Aim of the task:
Copy all the lines of the data that include the word "canvas".

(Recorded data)
◆ ◆ ◆ ◆ ◆

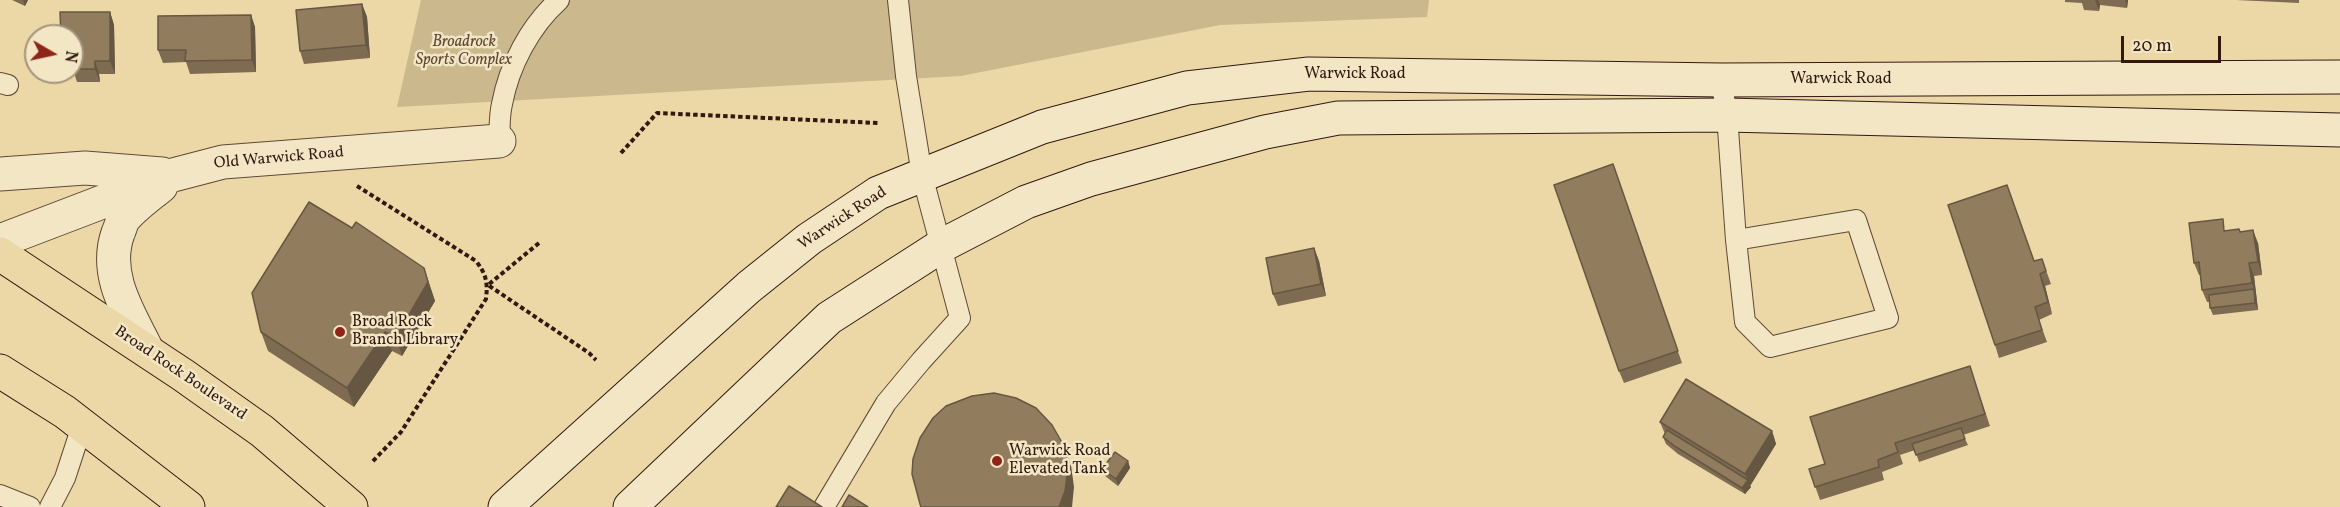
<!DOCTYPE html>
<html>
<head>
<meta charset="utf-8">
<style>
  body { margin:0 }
  #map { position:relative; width:2340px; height:507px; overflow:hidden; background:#ebd8a6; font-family:Vollkorn,serif }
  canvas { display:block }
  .north { position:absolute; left:24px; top:24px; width:60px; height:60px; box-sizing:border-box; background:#f2e6c5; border:2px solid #a5947d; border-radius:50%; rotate:99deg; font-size:16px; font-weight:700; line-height:24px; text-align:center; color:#311910 }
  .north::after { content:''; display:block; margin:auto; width:21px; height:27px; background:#8f2418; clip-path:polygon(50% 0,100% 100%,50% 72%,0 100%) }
  .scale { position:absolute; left:2121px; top:36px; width:100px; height:27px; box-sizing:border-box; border:3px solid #311910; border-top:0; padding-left:8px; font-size:18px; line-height:21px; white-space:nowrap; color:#311910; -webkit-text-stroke:4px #f2e6c5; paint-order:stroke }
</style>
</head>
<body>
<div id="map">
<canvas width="2340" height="507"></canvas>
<div class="north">N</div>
<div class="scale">20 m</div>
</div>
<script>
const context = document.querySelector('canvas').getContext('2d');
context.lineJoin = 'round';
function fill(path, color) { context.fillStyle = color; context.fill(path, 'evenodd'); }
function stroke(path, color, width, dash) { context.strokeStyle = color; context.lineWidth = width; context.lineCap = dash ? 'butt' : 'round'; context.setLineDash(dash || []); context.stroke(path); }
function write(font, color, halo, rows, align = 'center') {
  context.font = font + ' Vollkorn,serif'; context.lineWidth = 5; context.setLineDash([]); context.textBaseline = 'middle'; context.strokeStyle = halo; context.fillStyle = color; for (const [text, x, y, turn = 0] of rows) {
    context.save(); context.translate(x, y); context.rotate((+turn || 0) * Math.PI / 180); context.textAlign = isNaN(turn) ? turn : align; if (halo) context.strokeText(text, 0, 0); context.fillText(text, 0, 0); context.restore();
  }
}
const green = new Path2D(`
  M 421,0 L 1429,0 L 1427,17 L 1220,25 L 961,76 L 397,107 Z`);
const path = new Path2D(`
  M 621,153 L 657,113 L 878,123
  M 357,186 L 476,261 C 486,274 488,282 486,299 L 401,432 L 372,462
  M 539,243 L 488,285 L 589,353 L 596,360`);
const lane = new Path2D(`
  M 1721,80 L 1727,115 L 1736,240 L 1745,322 L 1770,347 L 1888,318 L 1856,220 L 1736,240
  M 0,83 L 8,85
  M 499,141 C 500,129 499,116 502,104 C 509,66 530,26 559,0
  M 0,495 L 30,507
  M 50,507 L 65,478 L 82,426
  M 824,507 L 886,403 L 921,361 L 960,318 L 922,175 L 906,76 L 898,0`);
const street = new Path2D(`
  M 0,174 L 85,168 L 162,174
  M 0,241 L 173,175 L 223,162 L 499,141
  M 147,350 C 129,313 103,275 118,233 C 120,229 121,224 123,220 C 132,208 149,196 161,186`);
const secondary = new Path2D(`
  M 505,507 L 749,287 L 809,239 L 878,193 L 1042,127 L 1187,88 L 1309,74 L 1721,80 L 2340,77
  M 630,507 L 829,318 L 941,246 L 1026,202 L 1091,179 L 1265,132 L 1338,118 L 1727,115 L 2340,130`);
const primary = new Path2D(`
  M 0,254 L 183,375 L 262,431 L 351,507
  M 0,371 L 65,412 L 188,507`);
const wall = new Path2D(`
  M 12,0 L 28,0 L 25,6 Z
  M 2065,0 L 2128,0 L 2127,8 L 2100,5 L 2099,11 L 2084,10 L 2082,3 L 2065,2 Z
  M 2236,0 L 2299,0 L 2299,3 Z
  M 362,4 L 367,17 L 370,58 L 304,64 L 300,51 Z
  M 110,12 L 114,25 L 115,74 L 99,74 L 100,82 L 77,82 L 74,73 L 66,73 L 65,72 L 72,72 L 72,36 Z
  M 251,15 L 255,27 L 256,72 L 190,74 L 186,62 L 163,63 L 158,50 Z
  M 1613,164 L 1682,363 L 1624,383 L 1619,371 Z
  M 2227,230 L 2240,232 L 2258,243 L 2262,275 L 2254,276 L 2258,310 L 2213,315 L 2210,308 L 2210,302 L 2207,302 L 2202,290 L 2200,275 L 2199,275 L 2194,263 Z
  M 1314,248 L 1319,261 L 1326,296 L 1278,306 L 1273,294 Z
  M 2042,259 L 2051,284 L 2045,286 L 2052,314 L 2039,320 L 2047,342 L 1999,358 L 1995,345 Z
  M 424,268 L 435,301 L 402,356 L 392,351 L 354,407 L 268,351 L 261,332 Z
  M 1974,379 L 1990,426 L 1963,435 L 1968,445 L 1919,462 L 1915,450 L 1900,455 L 1903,464 L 1882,472 L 1884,480 L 1820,500 L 1809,469 L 1825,464 Z
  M 1660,422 L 1772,431 L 1776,444 L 1750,486 L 1751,487 L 1745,494 L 1678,454 L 1666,444 L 1663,437 L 1665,434 Z
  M 1128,461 L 1130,468 L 1118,486 L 1105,476 L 1102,469 Z`);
const shadedWall = new Path2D(`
  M 23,0 L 28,0 L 25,6 Z
  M 2095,0 L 2098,0 L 2100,5 L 2099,11 Z
  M 2125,0 L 2128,0 L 2127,8 Z
  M 362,4 L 367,17 L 370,58 L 366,45 Z
  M 110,12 L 114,25 L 115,74 L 110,61 Z
  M 251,15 L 255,27 L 256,72 L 252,60 Z
  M 95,61 L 99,74 L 100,82 L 95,69 Z
  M 2253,230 L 2258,243 L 2262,275 L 2258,262 Z
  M 1314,248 L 1319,261 L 1326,296 L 1321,284 Z
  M 2249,263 L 2254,276 L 2258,310 L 2255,303 L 2254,289 L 2252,283 Z
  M 424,268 L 435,301 L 402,356 L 396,337 Z
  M 2040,274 L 2045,286 L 2052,314 L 2048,302 Z
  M 385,332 L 392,351 L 354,407 L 347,388 Z
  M 1772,431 L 1776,444 L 1750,486 L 1751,487 L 1745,494 L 1742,488 L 1748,480 L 1745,474 Z
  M 1064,446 L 1071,465 L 1074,487 L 1072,507 L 1059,507 Z
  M 1128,461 L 1130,468 L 1118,486 L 1116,479 Z`);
const building = new Path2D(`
  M 362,4 L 366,45 L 300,51 L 296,10 Z
  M 60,12 L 110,12 L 110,61 L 95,61 L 95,69 L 73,69 L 72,36 L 61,36 Z
  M 251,15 L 252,60 L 185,61 L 186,50 L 158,50 L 158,16 Z
  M 1613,164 L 1678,351 L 1619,371 L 1554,185 Z
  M 2007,185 L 2034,261 L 2042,259 L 2046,271 L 2040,274 L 2048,302 L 2035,307 L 2042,330 L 1995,345 L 1948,205 Z
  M 309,202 L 352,228 L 356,222 L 424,268 L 428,282 L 396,337 L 385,332 L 347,388 L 261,332 L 252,293 Z
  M 2223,219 L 2224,231 L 2239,229 L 2240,232 L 2253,230 L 2258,262 L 2249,263 L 2252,283 L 2202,290 L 2199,262 L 2194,263 L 2189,223 Z
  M 1314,248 L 1321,284 L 1273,294 L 1266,258 Z
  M 2254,289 L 2255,303 L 2210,308 L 2209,295 Z
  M 1970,366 L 1985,414 L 1895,443 L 1898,452 L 1878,460 L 1879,467 L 1815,487 L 1809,469 L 1825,464 L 1810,417 Z
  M 1686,379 L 1772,431 L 1745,474 L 1660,422 Z
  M 994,393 L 1016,398 L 1036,408 L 1052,425 L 1064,446 L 1068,468 L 1065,491 L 1059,507 L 921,507 L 920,504 L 912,474 L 913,459 L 920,438 L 933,418 L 946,406 L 972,396 Z
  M 1961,428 L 1965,439 L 1916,455 L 1912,444 Z
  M 1667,430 L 1748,480 L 1742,488 L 1676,447 L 1663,437 Z
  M 1115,452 L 1128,461 L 1116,479 L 1102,469 Z
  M 789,486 L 822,507 L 776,507 Z
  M 849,495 L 868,507 L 842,507 Z`);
const markers = [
  [340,332,6,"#8f2418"],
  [997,461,6,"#8f2418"]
];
const parkNames = [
  ["Broadrock",464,43],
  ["Sports Complex",464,61]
];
const streetNames = [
  ["Warwick Road",1355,75],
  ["Warwick Road",1841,80],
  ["Old Warwick Road",279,159,-5],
  ["Warwick Road",843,219,-33],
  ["Broad Rock Boulevard",180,374,34]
];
const poiNames = [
  ["Broad Rock",352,323],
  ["Branch Library",352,341],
  ["Warwick Road",1009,452],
  ["Elevated Tank",1009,470]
];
fill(green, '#cbb88c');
stroke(lane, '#604936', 22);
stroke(street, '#604936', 35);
stroke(secondary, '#311910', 35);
stroke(primary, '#311910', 35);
stroke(path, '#311910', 4, [4.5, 3]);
stroke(lane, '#f2e6c5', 20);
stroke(street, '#f2e6c5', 33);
stroke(secondary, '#f2e6c5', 33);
stroke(primary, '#ebd8a6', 33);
fill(wall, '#7e6b51');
fill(shadedWall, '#665742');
fill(building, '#927c5e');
stroke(building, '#665742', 1.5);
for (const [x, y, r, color] of markers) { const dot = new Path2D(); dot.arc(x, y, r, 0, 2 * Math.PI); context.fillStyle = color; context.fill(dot); stroke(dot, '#f2e6c5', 2); }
write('italic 16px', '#5f4935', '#f2e6c5', parkNames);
write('16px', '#311910', '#f2e6c5', streetNames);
write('16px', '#311910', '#f2e6c5', poiNames, 'left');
</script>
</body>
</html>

◆ ◆ ◆ ◆ ◆

Answer for the task:
  canvas { display:block }
<canvas width="2340" height="507"></canvas>
const context = document.querySelector('canvas').getContext('2d');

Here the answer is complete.